Movidius Beefs up HW Acceleration in AI Chip

Movidius Beefs up HW Acceleration in AI Chip

MADISON, Wis. — Announcements about so-called deep learning processors are becoming almost as frequent nowadays as tweets from the White House. As the technology industry's appetite for neural networks grows, so does the demand for powerful, but very low-power inference engines adaptable to a variety of embedded systems.

Against that backdrop, Movidius, a subsidiary of Intel, launched Monday (Aug. 28) its Myriad X vision processing unit, a follow-up, after 18 months, to the Myriad 2.

Asked what separates Myriad X from other deep-learning chips announced in recent months, Remi El-Ouazzane, vice president and general manager of Movidius’ Intel New Technology Group, told us, “None of those are shipping. Myriad processors are.”

(Source: Intel)(Source: Intel)

Just like Myriad 2, Myriad X is purpose-built for embedded visual intelligence and inference.

Myriad 2, an always-on many-core vision-processing unit, has already snagged big design wins from drone and surveillance companies. Working with customers and partners, El-Ouazzane explained, Movidius “has gained real-world experience,” which has taught the company acceleration needs in hardware blocks.

In Myriad X, “Our original concept [in developing Myriad 2] — heterogeneous computing using DSPs and hardware acceleration — remains intact,” said El-Ouazzane.

But with Myriad 2, “We were accelerating a lot of neural network workload in software,” he added. In contrast, Myriad X — described by Movidius as “a dedicated neural compute engine” — comes with a lot more microarchitecture in its hardware to accelerate deep-learning inference.

 In designing Myriad X, El-Ouazzne said, “We were looking to anything that allows us to increase the performance of neural networks without increasing power.”

With many more hardware acceleration blocks, Myriad X architecture can do 1 trillion operations per second (TOPS) of compute performance on deep-neural network inferences, said El-Ouazzane. “And we keep it within a watt.” This is “an order of magnitude” faster than Myriad 2, he added.

Under the hood
So, what’s inside Myriad X?

Movidius increased the number of its SHAVE (Streaming Hybrid Architecture Vector Engine) DSP Cores from 12 [in Myriad 2] to 16.

Then, Movidius added a neural compute engine consisting of more than 20 enhanced hardware accelerators.

These hardware accelerators are designed to perform specific tasks without introducing additional compute overhead. Tasks include depth mapping to extract edges (a key to drones’ landing, for example), de-warping engine for sensors enabling a wider field of view, and optical flow for super high-performance motion estimation critical in tracking and counting people with surveillance cameras, El-Ouazzane explained.

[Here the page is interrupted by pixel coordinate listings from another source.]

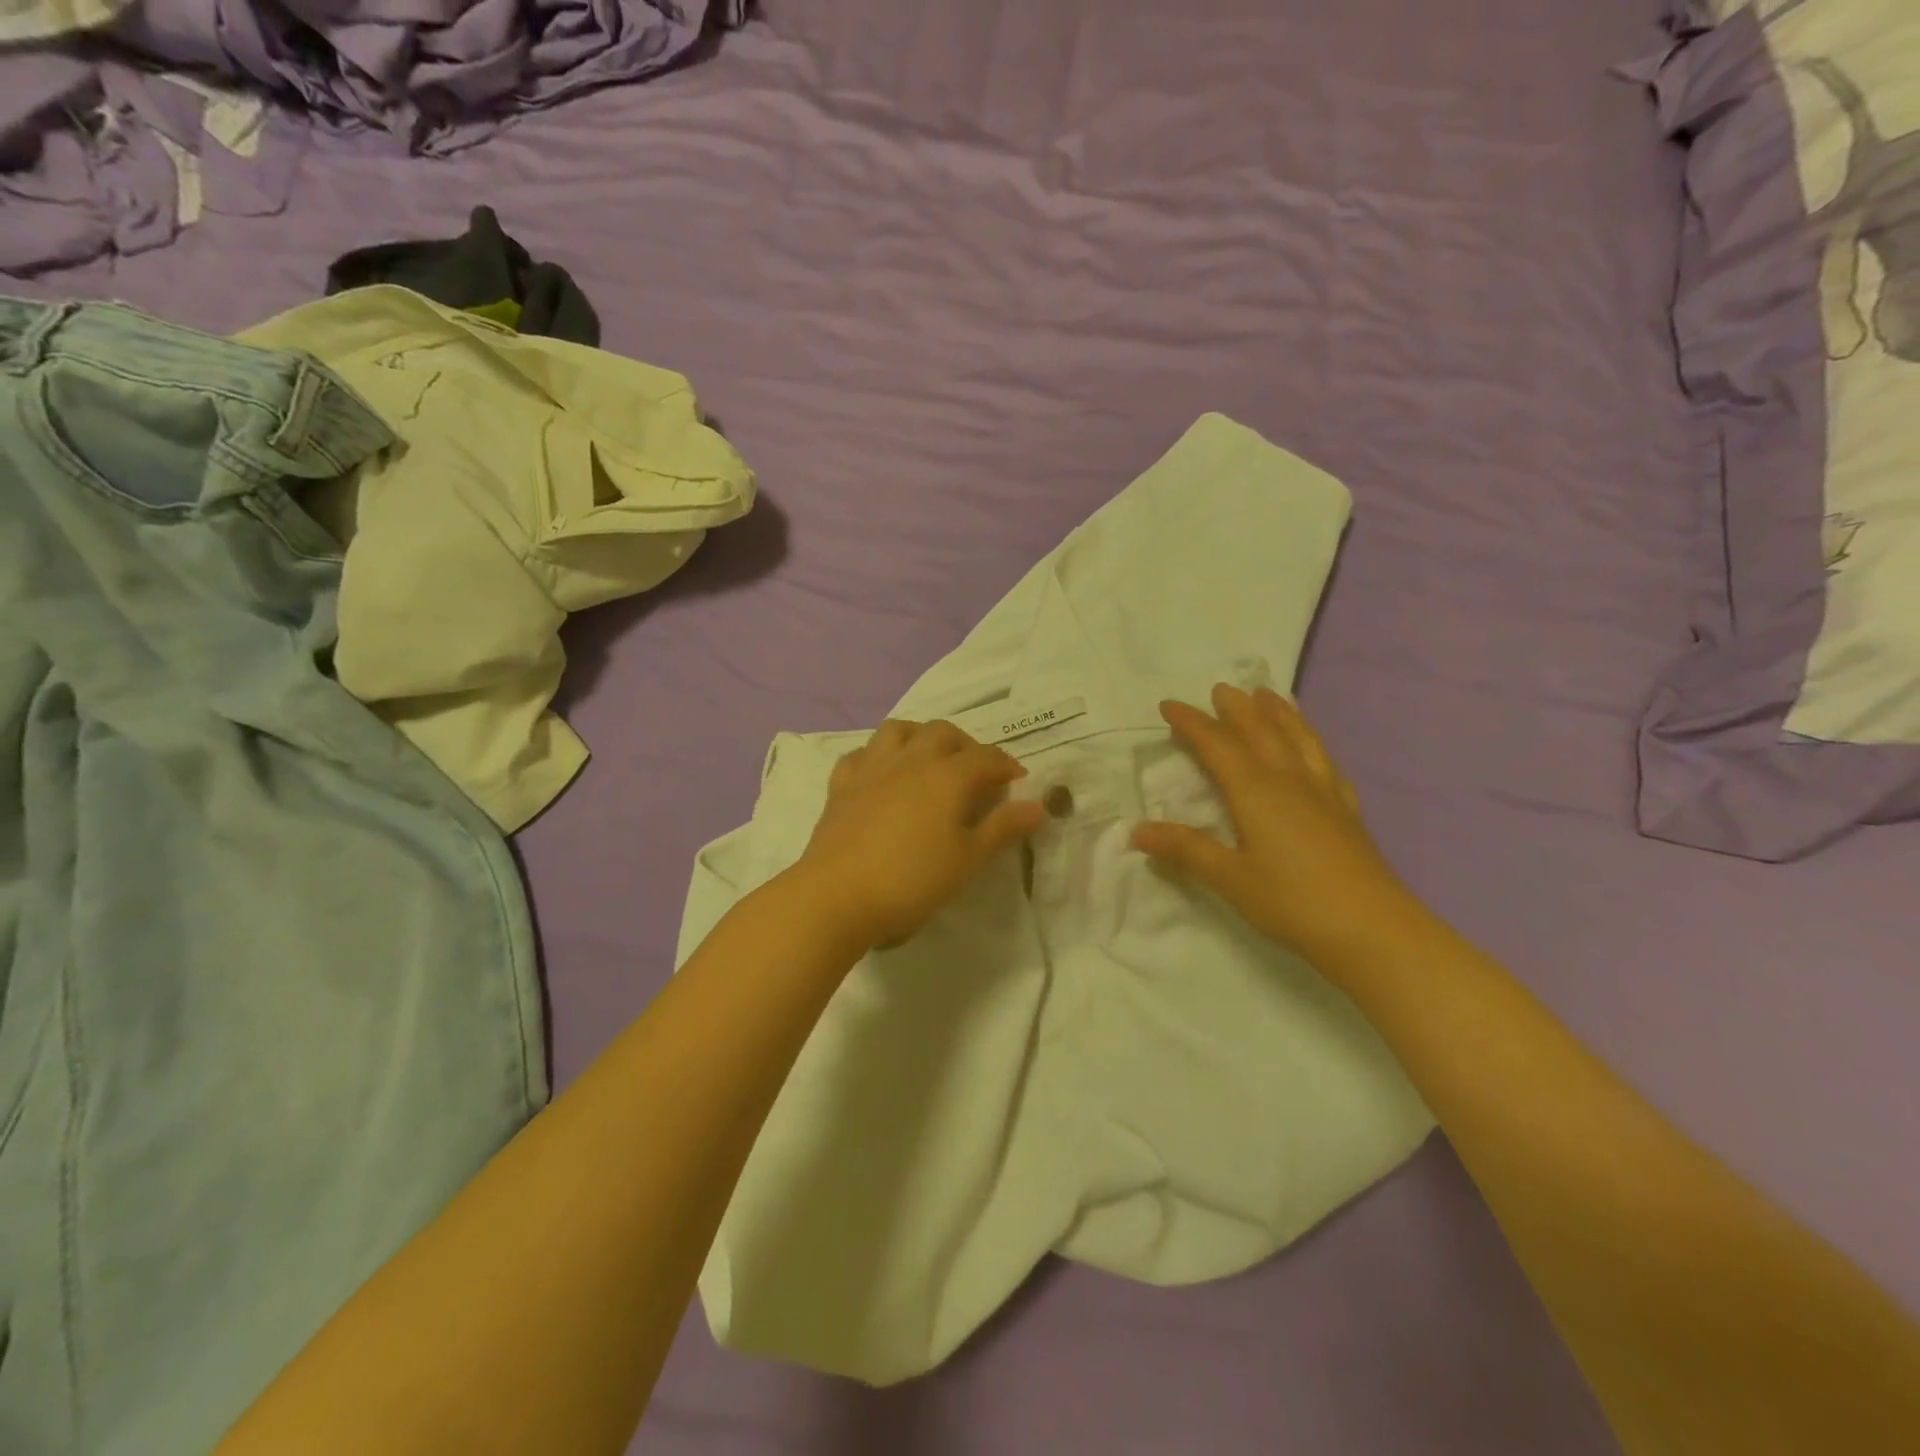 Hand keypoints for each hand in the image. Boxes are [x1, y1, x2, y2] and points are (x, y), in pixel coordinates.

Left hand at [794, 719, 1046, 950]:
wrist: (838, 895)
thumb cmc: (911, 880)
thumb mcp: (967, 859)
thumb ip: (1002, 828)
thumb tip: (1037, 804)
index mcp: (947, 776)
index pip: (986, 757)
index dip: (1006, 765)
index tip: (1017, 780)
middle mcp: (911, 760)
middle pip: (943, 733)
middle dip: (966, 745)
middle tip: (976, 771)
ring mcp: (872, 768)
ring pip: (899, 730)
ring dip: (920, 736)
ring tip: (930, 759)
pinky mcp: (841, 784)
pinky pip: (861, 753)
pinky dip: (878, 755)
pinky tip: (883, 773)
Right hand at [1131, 684, 1415, 963]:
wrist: (1373, 930)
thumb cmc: (1292, 902)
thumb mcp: (1230, 878)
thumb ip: (1185, 850)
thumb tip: (1137, 830)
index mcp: (1256, 791)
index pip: (1218, 745)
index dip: (1192, 723)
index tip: (1169, 706)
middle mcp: (1290, 781)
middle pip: (1261, 732)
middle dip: (1237, 709)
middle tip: (1220, 689)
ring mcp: (1323, 793)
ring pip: (1298, 739)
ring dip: (1279, 714)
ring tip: (1268, 695)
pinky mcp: (1346, 811)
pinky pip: (1325, 762)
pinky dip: (1313, 743)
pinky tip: (1313, 748) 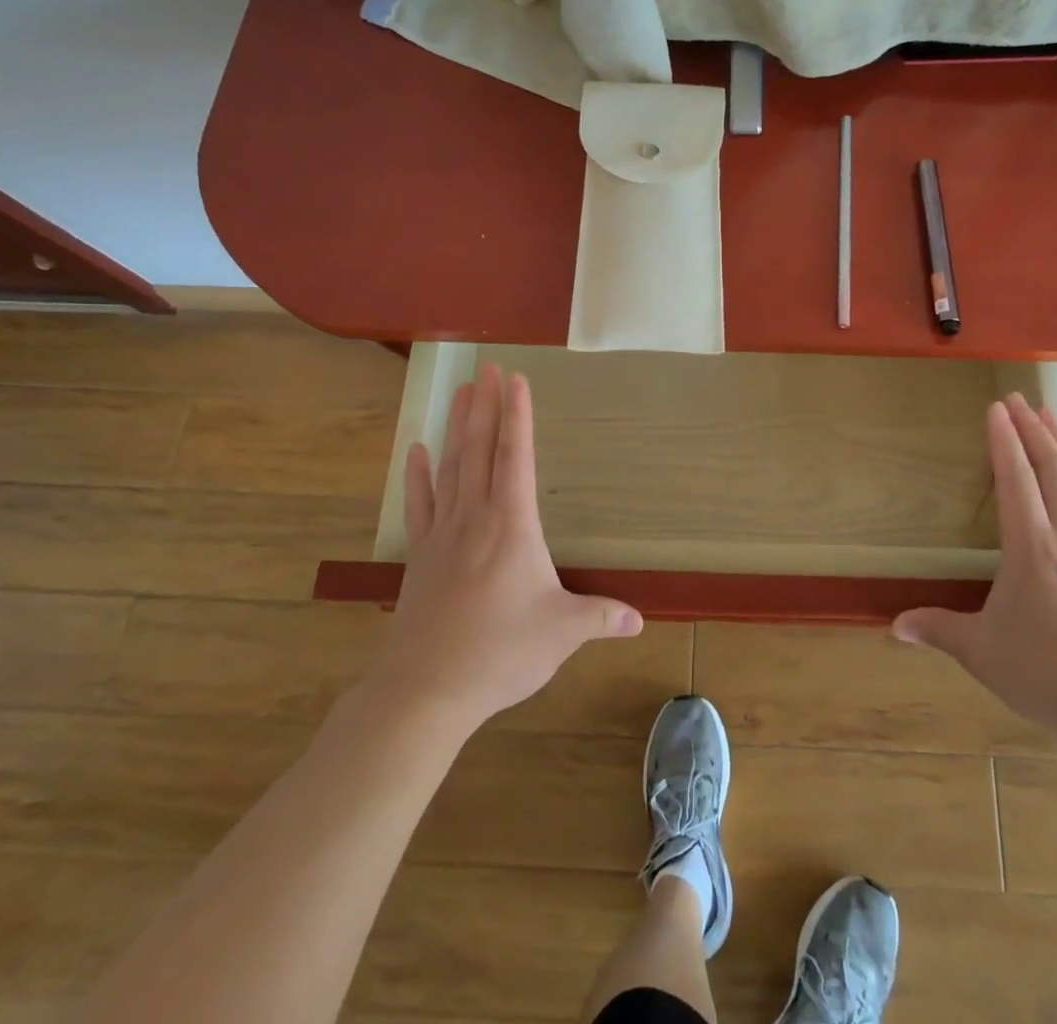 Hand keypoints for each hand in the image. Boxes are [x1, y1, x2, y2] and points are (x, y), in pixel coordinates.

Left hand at [368, 363, 641, 734]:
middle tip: (487, 368)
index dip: (518, 415)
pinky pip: (419, 504)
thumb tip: (639, 620)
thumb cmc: (501, 652)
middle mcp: (476, 517)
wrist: (426, 689)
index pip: (517, 456)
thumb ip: (601, 617)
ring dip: (456, 427)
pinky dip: (418, 475)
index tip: (515, 378)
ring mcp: (443, 534)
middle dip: (485, 405)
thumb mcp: (562, 633)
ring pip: (451, 467)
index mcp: (513, 524)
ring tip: (459, 391)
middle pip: (480, 449)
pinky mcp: (419, 556)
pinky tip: (417, 450)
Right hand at [893, 396, 1056, 751]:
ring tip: (1050, 418)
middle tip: (1018, 398)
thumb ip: (938, 630)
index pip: (1016, 479)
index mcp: (1031, 547)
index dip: (1004, 439)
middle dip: (1033, 428)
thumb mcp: (983, 652)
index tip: (995, 407)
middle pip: (1052, 468)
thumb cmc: (1050, 674)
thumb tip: (894, 626) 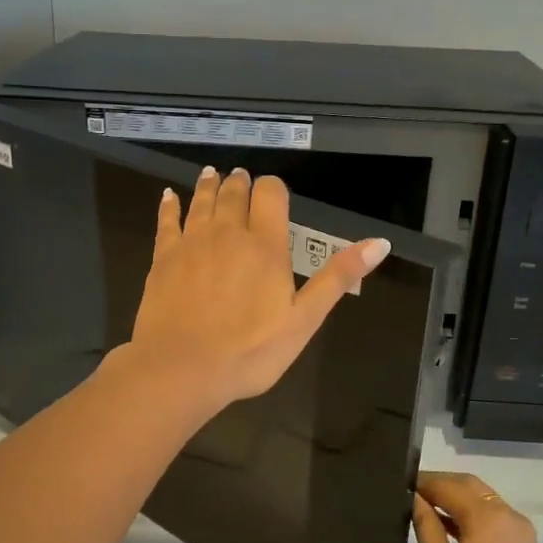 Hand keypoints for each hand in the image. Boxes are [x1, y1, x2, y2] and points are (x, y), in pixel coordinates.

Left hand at [117, 166, 389, 416]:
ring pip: (202, 201)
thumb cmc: (250, 351)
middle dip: (240, 183)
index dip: (273, 188)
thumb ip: (337, 277)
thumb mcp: (305, 319)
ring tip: (212, 174)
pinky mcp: (163, 258)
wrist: (182, 368)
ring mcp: (192, 242)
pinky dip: (170, 204)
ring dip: (209, 184)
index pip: (270, 194)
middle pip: (234, 192)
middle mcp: (228, 233)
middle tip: (240, 178)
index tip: (273, 194)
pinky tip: (169, 196)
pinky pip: (167, 220)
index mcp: (265, 245)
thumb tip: (380, 242)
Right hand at [412, 473, 542, 542]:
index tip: (399, 484)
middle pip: (471, 488)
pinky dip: (471, 518)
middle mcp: (510, 517)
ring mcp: (521, 535)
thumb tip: (415, 498)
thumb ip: (426, 526)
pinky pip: (494, 522)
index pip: (450, 486)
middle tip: (410, 494)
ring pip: (484, 503)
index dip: (424, 483)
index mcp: (489, 517)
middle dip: (441, 486)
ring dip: (456, 501)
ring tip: (422, 510)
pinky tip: (447, 529) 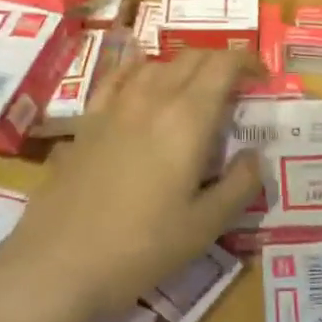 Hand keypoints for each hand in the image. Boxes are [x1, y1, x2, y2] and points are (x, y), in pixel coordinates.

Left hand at [5, 48, 262, 316]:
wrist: (58, 263)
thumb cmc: (141, 247)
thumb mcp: (205, 226)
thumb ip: (239, 185)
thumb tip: (255, 156)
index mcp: (187, 118)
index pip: (223, 65)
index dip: (247, 61)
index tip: (262, 77)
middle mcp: (152, 98)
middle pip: (192, 58)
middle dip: (220, 63)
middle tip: (236, 89)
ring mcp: (114, 106)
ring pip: (157, 64)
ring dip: (183, 68)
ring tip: (194, 91)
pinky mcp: (87, 121)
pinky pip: (117, 77)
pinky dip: (138, 69)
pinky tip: (140, 81) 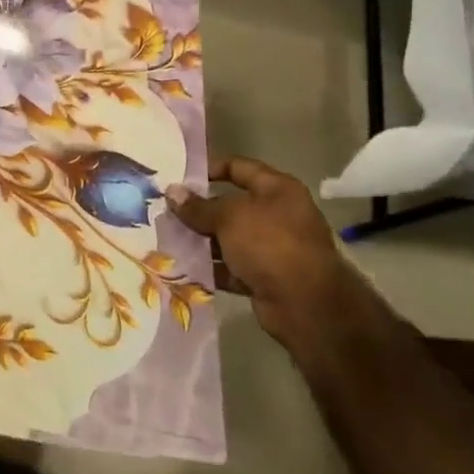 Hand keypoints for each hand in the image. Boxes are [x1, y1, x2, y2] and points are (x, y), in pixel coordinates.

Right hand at [172, 156, 371, 349]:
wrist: (307, 306)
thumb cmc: (270, 244)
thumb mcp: (229, 218)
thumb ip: (198, 206)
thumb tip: (171, 191)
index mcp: (278, 190)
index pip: (238, 167)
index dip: (209, 168)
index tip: (179, 177)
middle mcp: (278, 215)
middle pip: (231, 205)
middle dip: (199, 209)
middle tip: (165, 210)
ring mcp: (273, 249)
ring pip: (229, 238)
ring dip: (201, 240)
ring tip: (167, 238)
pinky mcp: (266, 278)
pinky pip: (231, 267)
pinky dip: (211, 267)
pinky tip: (182, 266) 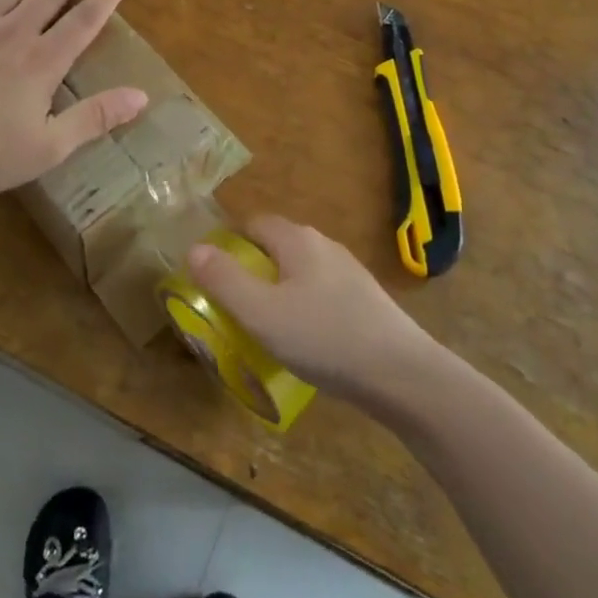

Noting that deep learning is “a fast-moving world,” El-Ouazzne said, “Your architecture needs to deal with new types of workloads in hardware microarchitecture, while DSPs are super useful in running new types of computer vision and deep learning algorithms.”

Programmability is also critical when customers want full-blown image signal processing (ISP) on a chip, he added. To customize these ISPs, Myriad X needs DSP cores to reconstruct filters and image pipelines, he explained.

Myriad X offers increased configurable MIPI lanes. It connects up to 8 HD resolution RGB cameras directly to Myriad X with 16 MIPI lanes included in a rich set of interfaces, to support up to 700 million pixels per second of image signal processing throughput.